> **WORK INSTRUCTIONS**: The word "Lema" marks the lines to keep; find each one in the data and copy it.

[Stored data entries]
════════

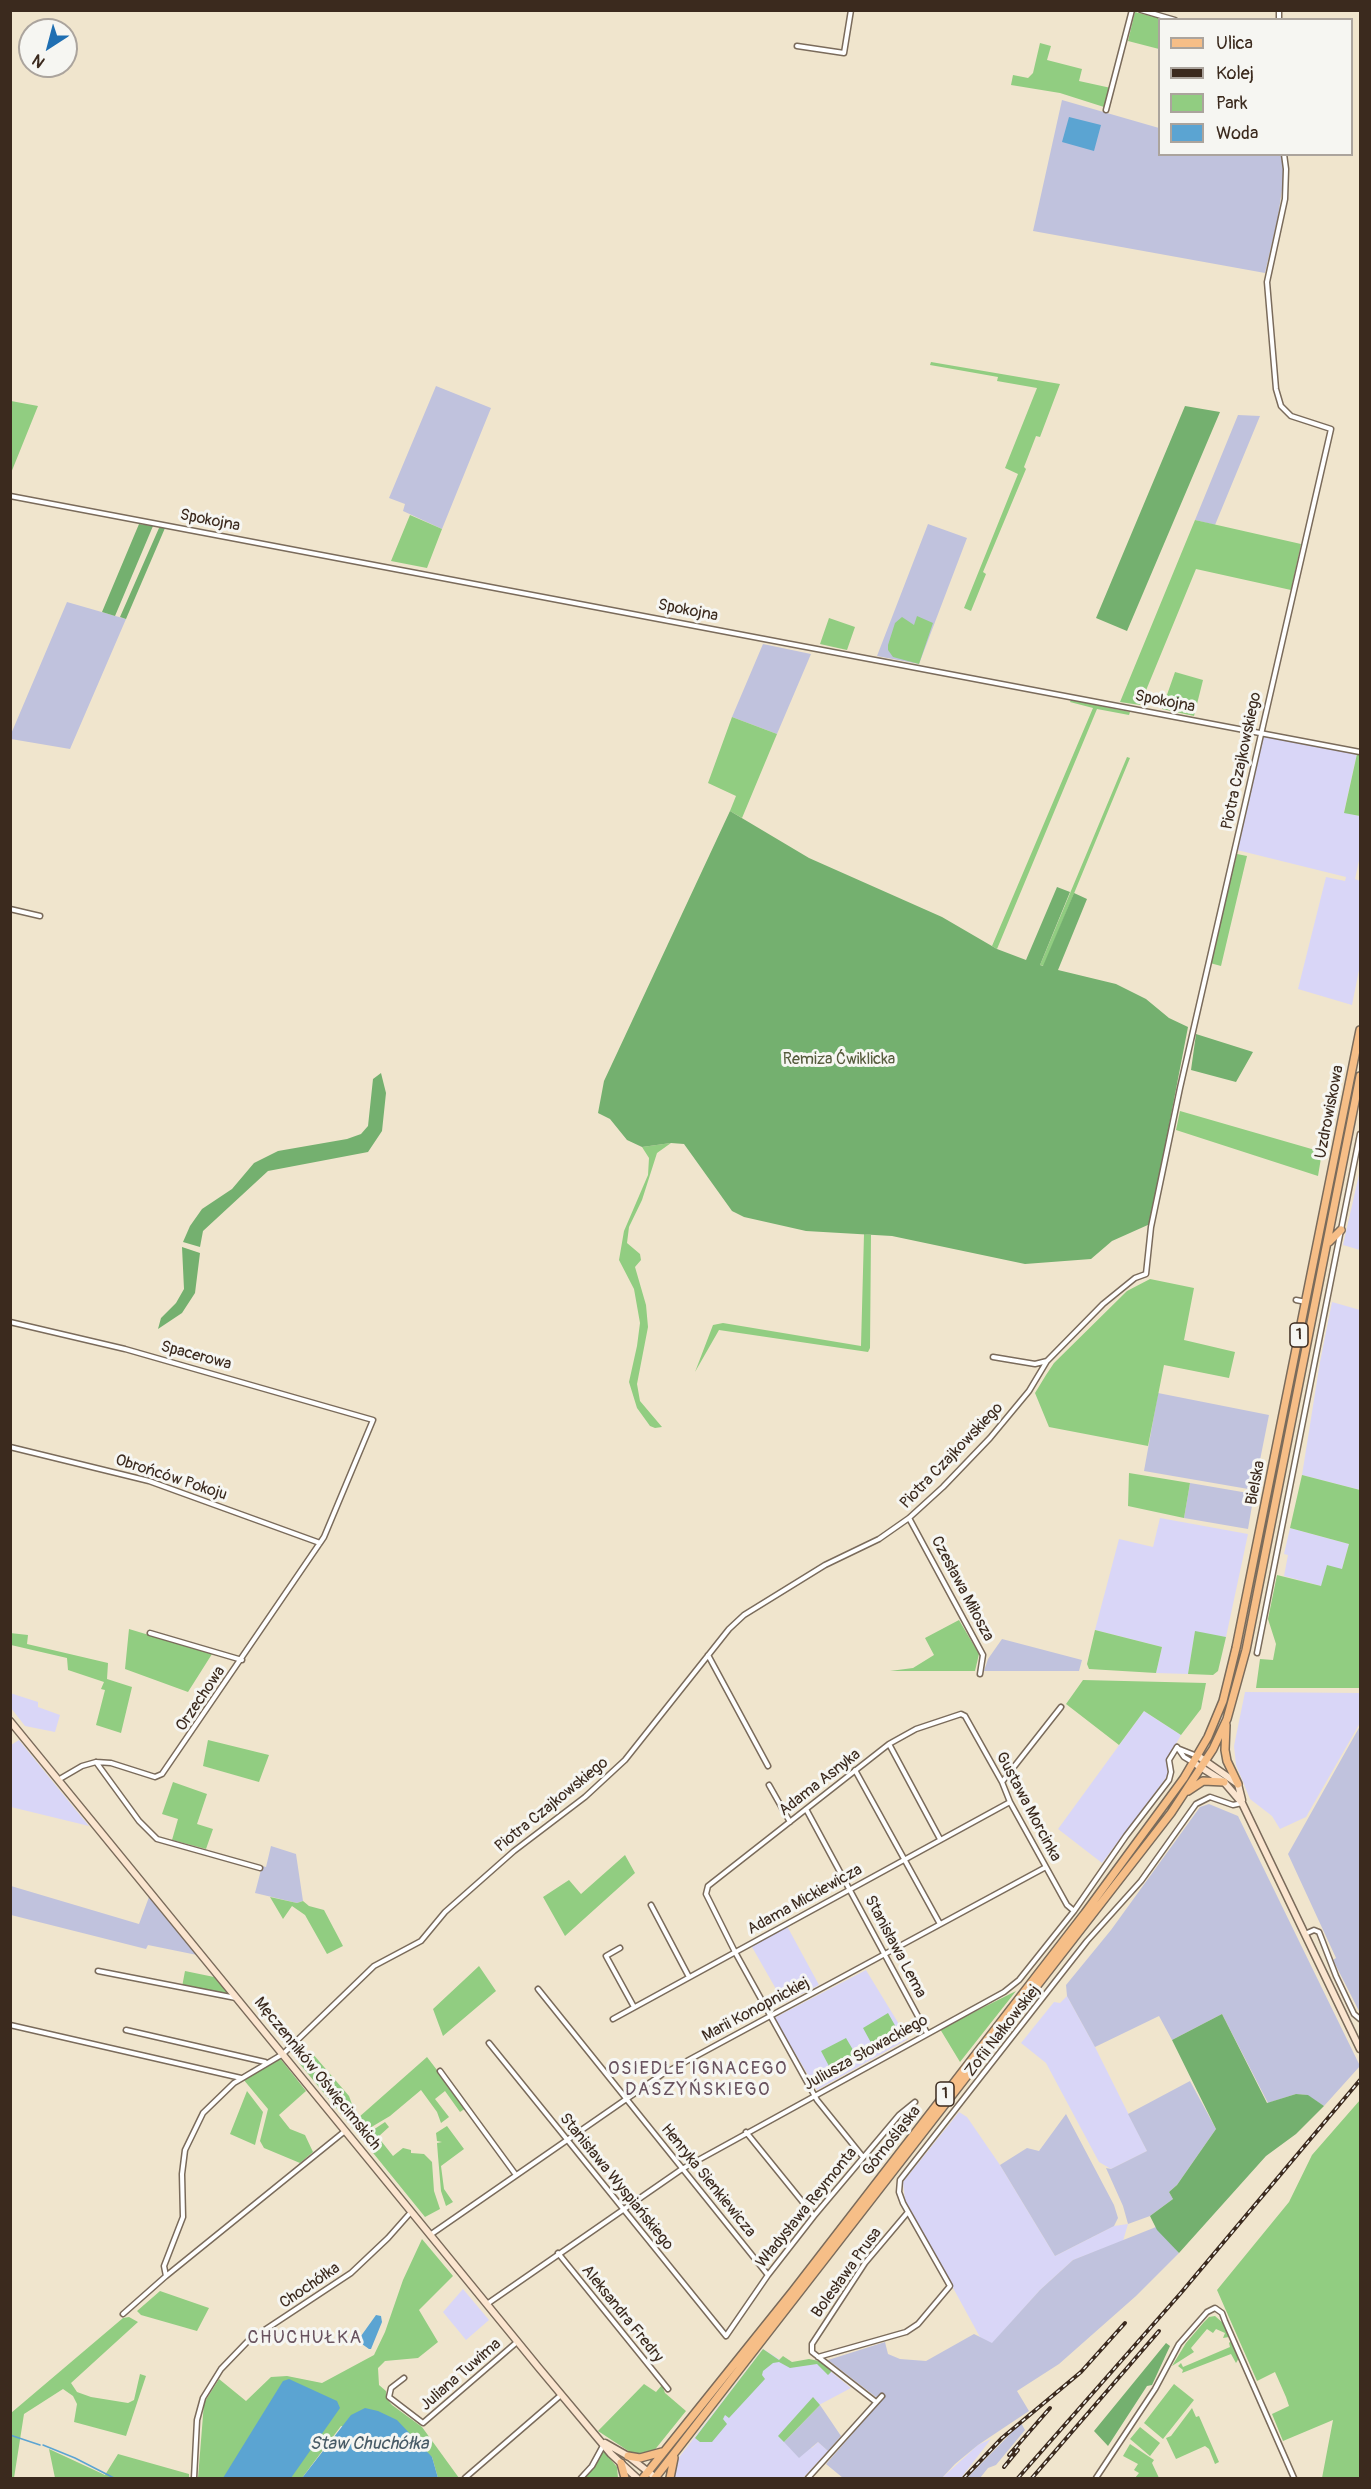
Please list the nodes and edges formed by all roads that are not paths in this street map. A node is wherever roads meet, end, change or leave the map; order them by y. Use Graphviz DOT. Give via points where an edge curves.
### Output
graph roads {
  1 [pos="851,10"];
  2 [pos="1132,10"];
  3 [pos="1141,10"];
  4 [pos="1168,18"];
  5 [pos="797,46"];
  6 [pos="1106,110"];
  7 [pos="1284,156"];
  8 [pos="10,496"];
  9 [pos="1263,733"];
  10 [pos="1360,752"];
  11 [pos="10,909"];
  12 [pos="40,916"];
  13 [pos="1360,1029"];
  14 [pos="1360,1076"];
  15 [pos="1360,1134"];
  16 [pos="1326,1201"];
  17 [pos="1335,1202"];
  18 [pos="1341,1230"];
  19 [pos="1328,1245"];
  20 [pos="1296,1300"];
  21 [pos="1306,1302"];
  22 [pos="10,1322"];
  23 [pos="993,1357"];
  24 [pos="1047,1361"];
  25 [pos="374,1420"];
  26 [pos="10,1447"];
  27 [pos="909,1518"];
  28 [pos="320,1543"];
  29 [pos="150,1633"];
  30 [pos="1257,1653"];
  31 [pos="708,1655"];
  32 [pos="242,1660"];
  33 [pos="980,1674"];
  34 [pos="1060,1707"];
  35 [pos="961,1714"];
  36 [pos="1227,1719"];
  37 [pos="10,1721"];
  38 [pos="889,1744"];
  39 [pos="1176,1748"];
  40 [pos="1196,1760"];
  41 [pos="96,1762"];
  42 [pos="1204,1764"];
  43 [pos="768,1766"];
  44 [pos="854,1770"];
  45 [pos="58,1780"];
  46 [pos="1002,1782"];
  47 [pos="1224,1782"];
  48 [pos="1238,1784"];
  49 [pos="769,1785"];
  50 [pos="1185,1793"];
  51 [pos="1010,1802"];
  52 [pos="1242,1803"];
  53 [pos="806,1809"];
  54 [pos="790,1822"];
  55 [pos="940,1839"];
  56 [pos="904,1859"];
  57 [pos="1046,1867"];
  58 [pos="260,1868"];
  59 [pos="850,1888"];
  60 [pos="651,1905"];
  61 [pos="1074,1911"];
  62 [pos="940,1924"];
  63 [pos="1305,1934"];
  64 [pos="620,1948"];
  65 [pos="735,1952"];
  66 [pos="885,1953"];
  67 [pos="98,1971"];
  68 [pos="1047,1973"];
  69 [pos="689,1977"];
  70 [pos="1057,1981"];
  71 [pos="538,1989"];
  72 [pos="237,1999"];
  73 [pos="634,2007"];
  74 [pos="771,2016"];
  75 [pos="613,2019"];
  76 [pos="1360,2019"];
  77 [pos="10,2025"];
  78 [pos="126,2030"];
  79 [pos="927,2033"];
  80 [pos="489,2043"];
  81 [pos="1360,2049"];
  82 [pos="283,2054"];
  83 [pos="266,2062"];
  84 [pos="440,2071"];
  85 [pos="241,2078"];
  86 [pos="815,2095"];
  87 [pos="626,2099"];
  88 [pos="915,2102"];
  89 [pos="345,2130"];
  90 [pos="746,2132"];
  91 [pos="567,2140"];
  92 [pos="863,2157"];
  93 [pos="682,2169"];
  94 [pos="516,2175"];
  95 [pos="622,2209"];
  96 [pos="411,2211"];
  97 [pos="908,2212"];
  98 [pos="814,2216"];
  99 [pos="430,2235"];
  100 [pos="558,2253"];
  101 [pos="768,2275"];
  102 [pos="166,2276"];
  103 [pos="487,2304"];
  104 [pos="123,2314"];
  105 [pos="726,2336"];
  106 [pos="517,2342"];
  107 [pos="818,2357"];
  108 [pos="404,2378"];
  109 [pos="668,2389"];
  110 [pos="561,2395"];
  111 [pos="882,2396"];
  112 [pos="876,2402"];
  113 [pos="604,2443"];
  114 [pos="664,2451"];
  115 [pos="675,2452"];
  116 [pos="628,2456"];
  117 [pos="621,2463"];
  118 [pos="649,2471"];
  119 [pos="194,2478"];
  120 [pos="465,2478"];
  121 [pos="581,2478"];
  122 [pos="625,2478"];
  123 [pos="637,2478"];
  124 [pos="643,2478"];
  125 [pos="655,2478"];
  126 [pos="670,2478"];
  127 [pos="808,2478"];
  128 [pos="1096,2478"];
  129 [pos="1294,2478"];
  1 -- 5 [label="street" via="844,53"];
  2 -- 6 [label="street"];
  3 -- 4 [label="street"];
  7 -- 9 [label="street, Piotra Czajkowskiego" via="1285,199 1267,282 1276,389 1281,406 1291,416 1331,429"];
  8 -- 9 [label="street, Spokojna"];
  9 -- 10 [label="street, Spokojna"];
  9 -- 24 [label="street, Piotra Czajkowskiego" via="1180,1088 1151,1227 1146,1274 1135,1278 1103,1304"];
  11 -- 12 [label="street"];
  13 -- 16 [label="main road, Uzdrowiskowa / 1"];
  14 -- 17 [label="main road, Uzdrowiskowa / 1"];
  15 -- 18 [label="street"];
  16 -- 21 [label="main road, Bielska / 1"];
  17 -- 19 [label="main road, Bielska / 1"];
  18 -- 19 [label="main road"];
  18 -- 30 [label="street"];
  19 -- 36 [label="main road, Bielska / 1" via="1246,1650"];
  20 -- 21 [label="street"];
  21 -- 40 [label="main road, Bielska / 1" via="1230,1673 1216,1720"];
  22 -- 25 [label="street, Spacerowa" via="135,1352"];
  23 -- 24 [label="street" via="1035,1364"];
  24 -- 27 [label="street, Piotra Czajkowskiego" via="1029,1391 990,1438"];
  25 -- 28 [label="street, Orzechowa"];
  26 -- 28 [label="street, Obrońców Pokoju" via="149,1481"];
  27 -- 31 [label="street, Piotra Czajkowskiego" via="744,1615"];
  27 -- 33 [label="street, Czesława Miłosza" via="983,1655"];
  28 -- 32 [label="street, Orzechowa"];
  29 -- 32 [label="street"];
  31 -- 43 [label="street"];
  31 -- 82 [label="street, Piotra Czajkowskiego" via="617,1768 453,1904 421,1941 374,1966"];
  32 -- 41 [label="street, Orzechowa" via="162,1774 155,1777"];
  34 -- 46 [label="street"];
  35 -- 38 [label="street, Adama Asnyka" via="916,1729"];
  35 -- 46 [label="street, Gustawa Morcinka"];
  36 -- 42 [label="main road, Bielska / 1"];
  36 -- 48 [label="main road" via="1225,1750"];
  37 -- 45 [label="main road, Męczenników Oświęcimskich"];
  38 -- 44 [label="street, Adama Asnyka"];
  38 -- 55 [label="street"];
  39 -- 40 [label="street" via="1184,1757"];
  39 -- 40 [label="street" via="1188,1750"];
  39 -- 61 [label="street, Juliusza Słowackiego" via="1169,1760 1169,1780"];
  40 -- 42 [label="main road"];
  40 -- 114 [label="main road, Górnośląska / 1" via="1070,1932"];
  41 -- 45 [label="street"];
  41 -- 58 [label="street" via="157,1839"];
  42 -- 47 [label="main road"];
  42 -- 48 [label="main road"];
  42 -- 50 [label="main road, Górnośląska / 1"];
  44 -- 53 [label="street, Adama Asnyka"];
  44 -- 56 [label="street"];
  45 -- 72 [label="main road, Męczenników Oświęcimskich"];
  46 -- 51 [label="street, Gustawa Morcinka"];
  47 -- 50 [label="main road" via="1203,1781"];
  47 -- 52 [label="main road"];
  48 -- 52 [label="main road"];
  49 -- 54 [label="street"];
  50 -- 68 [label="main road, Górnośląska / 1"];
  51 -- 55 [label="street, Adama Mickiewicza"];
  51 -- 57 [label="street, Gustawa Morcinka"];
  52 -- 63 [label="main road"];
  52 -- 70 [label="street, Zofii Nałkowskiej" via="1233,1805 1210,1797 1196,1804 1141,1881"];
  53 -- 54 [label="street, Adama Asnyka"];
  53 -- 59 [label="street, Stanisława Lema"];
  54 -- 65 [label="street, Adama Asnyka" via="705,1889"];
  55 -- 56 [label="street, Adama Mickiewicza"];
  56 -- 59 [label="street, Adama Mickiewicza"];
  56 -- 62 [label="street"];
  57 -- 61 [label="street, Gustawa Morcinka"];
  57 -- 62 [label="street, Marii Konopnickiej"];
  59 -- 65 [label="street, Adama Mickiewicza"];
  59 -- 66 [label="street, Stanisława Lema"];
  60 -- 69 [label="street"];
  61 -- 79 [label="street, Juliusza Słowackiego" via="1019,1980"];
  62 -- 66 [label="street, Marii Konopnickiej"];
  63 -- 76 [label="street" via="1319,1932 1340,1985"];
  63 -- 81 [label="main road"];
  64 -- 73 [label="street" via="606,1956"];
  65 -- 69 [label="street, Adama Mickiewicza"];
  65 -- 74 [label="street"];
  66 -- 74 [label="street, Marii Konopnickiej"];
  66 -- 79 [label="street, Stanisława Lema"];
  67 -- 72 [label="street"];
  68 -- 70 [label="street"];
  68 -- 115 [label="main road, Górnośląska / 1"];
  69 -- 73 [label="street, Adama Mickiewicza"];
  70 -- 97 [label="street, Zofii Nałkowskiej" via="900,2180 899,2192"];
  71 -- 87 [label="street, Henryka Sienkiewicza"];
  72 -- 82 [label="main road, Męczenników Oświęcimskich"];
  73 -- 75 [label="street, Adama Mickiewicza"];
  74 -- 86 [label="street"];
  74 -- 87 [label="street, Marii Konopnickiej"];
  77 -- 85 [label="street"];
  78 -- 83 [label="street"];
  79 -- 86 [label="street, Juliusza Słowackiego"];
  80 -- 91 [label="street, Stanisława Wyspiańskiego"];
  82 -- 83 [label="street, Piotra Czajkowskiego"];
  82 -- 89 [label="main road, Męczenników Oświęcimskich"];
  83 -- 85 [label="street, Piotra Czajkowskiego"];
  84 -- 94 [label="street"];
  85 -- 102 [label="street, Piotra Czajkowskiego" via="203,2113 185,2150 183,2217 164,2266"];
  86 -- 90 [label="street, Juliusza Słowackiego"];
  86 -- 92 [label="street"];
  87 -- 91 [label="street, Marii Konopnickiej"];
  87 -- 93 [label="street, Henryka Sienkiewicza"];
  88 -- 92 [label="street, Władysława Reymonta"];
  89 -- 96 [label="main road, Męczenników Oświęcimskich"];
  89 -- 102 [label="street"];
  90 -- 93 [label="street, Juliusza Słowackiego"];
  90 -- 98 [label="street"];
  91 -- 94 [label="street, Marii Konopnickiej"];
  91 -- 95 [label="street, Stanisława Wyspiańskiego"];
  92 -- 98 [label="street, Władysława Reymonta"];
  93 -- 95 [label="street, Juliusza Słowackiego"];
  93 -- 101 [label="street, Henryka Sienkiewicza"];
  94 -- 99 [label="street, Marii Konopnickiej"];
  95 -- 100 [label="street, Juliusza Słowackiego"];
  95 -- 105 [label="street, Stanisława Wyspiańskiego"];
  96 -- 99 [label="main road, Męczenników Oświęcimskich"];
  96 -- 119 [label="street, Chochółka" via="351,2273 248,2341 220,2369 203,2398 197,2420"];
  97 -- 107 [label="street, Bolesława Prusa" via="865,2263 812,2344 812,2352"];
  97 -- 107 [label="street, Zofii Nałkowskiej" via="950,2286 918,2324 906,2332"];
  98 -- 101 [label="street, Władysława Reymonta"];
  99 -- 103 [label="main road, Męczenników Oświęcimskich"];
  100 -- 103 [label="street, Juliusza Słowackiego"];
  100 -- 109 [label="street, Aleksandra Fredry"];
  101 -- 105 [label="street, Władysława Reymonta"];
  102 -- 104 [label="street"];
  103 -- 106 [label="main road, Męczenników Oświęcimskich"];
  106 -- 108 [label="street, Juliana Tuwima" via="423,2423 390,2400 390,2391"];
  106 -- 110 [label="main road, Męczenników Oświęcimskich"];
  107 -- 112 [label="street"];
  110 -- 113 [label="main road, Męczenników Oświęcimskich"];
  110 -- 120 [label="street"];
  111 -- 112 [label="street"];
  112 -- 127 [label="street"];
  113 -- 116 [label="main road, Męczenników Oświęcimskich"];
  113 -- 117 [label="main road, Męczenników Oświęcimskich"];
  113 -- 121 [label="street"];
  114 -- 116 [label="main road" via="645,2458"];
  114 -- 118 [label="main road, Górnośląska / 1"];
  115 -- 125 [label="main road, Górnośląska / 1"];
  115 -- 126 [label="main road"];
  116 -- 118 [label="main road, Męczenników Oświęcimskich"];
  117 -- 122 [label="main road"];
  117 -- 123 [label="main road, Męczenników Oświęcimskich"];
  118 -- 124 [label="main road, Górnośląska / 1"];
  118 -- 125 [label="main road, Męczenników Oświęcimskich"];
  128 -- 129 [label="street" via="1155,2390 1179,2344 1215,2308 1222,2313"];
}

════════

> **RESPONSE TO THIS TASK**:
  53 -- 59 [label="street, Stanisława Lema"];
  59 -- 66 [label="street, Stanisława Lema"];
  66 -- 79 [label="street, Stanisława Lema"];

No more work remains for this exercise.